### About this task
Go through the data below and return each line where the string "Rizal" appears.

[[ Given records, beginning ]]

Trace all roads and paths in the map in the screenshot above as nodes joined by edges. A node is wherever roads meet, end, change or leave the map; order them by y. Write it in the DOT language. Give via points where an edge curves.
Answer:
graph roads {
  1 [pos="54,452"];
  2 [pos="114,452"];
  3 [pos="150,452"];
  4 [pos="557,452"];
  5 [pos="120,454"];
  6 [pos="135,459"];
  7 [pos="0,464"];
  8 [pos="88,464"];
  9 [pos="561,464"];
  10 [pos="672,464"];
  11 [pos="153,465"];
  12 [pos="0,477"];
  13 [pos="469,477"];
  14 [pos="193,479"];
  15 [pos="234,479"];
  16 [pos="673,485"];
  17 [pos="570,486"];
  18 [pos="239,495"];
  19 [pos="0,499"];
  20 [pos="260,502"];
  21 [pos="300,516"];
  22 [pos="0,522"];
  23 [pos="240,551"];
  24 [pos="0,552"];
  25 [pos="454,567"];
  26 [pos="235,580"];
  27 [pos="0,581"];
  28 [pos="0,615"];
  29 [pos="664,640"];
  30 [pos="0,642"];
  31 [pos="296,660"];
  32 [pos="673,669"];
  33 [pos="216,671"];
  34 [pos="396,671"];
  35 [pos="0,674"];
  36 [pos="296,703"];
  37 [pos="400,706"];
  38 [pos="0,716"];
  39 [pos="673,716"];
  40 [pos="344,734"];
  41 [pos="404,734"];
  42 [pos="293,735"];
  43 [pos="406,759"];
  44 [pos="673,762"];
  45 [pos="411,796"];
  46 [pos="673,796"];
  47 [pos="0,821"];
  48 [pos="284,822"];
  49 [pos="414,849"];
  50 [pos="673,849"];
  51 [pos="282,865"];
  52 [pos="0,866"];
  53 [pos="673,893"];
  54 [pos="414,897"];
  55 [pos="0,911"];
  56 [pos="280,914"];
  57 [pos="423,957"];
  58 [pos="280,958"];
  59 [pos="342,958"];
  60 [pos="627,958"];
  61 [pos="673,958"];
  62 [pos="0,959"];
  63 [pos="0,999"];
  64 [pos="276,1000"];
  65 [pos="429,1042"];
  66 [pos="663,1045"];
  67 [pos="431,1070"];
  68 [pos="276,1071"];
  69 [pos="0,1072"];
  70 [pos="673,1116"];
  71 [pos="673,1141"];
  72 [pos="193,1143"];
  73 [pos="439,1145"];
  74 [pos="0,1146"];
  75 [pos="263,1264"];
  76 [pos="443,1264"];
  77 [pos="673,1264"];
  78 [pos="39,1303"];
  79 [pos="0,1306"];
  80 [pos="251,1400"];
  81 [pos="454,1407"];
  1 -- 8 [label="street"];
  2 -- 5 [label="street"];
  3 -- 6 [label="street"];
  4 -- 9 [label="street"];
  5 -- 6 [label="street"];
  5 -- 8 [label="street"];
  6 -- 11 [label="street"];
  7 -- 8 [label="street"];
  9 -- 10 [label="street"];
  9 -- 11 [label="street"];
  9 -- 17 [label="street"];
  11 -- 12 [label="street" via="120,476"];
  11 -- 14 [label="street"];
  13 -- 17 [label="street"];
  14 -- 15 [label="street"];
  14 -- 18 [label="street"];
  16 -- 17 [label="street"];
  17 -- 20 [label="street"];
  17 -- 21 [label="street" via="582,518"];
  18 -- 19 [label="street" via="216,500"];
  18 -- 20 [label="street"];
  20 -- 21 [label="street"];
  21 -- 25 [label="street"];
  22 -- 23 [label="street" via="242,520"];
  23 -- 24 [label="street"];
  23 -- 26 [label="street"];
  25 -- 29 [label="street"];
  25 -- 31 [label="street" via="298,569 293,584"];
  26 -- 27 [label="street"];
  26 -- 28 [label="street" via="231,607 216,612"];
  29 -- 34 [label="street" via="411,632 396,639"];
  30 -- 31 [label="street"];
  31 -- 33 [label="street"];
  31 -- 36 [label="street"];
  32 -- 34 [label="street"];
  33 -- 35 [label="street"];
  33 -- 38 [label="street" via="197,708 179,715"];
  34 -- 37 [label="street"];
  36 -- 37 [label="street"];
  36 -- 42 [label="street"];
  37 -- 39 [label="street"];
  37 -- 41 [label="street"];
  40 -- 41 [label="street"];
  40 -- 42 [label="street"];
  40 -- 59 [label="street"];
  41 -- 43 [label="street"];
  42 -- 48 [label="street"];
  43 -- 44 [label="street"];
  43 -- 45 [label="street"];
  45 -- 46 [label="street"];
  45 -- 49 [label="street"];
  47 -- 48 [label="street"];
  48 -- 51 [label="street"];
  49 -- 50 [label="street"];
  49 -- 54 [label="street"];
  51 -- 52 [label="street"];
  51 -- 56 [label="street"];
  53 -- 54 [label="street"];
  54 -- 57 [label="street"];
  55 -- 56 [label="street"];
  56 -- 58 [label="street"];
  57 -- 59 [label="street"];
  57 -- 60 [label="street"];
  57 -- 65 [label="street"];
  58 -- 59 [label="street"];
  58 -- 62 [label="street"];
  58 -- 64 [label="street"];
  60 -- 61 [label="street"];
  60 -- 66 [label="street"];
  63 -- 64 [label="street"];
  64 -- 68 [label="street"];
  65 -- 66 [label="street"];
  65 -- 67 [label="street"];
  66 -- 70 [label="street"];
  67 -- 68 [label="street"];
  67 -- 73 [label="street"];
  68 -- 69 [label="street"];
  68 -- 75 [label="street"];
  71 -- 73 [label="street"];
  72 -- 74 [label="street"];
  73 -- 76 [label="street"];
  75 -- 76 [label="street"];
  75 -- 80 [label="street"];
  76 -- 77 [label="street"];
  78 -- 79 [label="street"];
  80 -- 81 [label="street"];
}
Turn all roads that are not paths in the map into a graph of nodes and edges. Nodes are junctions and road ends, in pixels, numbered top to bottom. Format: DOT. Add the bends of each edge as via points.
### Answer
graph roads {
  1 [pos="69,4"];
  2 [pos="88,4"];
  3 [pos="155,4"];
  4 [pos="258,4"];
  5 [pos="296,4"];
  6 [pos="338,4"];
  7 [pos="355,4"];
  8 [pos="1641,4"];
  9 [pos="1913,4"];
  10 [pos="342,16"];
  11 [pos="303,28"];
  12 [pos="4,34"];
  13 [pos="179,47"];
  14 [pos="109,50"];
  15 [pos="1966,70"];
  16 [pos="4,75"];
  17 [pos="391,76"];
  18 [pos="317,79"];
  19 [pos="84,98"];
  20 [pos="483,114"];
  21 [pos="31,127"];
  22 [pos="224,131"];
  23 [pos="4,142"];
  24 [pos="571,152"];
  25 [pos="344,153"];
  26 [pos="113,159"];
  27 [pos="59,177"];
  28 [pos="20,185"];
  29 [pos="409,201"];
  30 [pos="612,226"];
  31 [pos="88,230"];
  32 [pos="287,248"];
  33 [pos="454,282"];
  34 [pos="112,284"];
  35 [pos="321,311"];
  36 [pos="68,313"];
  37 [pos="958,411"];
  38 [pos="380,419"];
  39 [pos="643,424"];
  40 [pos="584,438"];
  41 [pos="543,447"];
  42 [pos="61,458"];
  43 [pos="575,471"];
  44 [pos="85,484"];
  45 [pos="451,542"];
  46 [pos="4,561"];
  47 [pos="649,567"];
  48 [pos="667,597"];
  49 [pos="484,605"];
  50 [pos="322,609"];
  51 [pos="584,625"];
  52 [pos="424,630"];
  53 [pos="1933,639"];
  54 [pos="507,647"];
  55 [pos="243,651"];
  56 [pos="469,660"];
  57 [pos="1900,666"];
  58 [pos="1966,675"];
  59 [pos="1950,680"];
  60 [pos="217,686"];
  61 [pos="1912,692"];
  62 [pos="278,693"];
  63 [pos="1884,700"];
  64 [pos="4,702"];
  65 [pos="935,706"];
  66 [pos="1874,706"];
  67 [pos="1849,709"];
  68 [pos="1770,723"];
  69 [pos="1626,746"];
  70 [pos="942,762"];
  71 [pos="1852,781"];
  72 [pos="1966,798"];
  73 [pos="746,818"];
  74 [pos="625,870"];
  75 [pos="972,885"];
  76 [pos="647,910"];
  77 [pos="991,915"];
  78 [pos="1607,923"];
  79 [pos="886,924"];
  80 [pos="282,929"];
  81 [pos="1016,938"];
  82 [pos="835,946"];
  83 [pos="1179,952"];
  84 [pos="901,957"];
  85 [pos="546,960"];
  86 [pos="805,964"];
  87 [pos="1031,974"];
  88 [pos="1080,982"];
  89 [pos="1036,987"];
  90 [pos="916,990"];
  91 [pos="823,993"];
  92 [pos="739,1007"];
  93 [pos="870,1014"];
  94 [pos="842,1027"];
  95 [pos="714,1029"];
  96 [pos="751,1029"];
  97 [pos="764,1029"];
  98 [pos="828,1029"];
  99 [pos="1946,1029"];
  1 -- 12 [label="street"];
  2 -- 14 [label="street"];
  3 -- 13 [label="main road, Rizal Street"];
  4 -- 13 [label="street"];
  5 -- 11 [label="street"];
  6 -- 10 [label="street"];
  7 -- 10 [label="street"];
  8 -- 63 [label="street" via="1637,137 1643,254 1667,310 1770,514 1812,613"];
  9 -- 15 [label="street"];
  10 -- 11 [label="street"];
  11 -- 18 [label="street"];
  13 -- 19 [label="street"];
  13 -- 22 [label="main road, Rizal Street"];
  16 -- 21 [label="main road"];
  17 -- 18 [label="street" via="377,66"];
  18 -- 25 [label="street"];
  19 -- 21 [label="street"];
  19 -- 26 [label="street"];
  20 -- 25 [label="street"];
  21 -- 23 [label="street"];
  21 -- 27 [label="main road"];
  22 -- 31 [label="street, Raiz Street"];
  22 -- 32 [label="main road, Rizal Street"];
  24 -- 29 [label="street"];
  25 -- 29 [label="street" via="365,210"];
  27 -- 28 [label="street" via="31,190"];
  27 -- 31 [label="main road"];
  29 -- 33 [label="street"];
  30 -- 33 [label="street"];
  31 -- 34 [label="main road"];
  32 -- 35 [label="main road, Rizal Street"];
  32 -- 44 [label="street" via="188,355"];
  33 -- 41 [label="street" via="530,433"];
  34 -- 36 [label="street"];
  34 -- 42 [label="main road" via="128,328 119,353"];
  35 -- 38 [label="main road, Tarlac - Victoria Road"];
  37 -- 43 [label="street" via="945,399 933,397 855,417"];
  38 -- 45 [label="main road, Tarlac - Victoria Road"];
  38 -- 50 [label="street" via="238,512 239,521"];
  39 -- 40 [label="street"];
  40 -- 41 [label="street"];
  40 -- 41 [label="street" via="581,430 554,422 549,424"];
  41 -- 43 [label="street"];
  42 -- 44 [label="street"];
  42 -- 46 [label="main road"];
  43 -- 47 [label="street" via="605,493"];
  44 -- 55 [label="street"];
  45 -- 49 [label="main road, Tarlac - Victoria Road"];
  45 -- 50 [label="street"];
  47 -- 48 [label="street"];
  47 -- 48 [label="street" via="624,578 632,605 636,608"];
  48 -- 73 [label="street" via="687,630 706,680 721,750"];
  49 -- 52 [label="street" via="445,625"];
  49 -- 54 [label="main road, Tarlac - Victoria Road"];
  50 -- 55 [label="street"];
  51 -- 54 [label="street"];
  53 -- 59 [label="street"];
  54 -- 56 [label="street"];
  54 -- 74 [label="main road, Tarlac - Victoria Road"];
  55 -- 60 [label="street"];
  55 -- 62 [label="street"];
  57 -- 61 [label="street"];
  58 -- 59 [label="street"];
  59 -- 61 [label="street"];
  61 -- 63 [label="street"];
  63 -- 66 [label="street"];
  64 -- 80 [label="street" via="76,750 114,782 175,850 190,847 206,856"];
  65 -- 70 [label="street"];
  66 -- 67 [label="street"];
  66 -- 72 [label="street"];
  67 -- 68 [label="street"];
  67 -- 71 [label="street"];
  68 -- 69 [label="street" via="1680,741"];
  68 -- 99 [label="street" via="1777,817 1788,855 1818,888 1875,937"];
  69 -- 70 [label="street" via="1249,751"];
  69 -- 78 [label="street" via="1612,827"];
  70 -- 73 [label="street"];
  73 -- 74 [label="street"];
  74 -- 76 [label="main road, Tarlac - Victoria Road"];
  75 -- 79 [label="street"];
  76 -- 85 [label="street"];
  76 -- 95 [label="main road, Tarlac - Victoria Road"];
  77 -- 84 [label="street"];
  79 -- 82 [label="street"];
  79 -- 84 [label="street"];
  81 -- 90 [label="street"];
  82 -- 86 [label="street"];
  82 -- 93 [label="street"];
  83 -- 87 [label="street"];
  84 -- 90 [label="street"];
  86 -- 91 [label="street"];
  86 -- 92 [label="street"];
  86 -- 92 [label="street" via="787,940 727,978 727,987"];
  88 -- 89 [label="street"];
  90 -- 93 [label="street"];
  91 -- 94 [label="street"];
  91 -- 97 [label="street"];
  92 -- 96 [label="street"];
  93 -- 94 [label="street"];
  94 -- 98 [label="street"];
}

[[ Given records, end ]]

### Solution for this problem
  3 -- 13 [label="main road, Rizal Street"];
  13 -- 22 [label="main road, Rizal Street"];
  22 -- 32 [label="main road, Rizal Street"];
  32 -- 35 [label="main road, Rizal Street"];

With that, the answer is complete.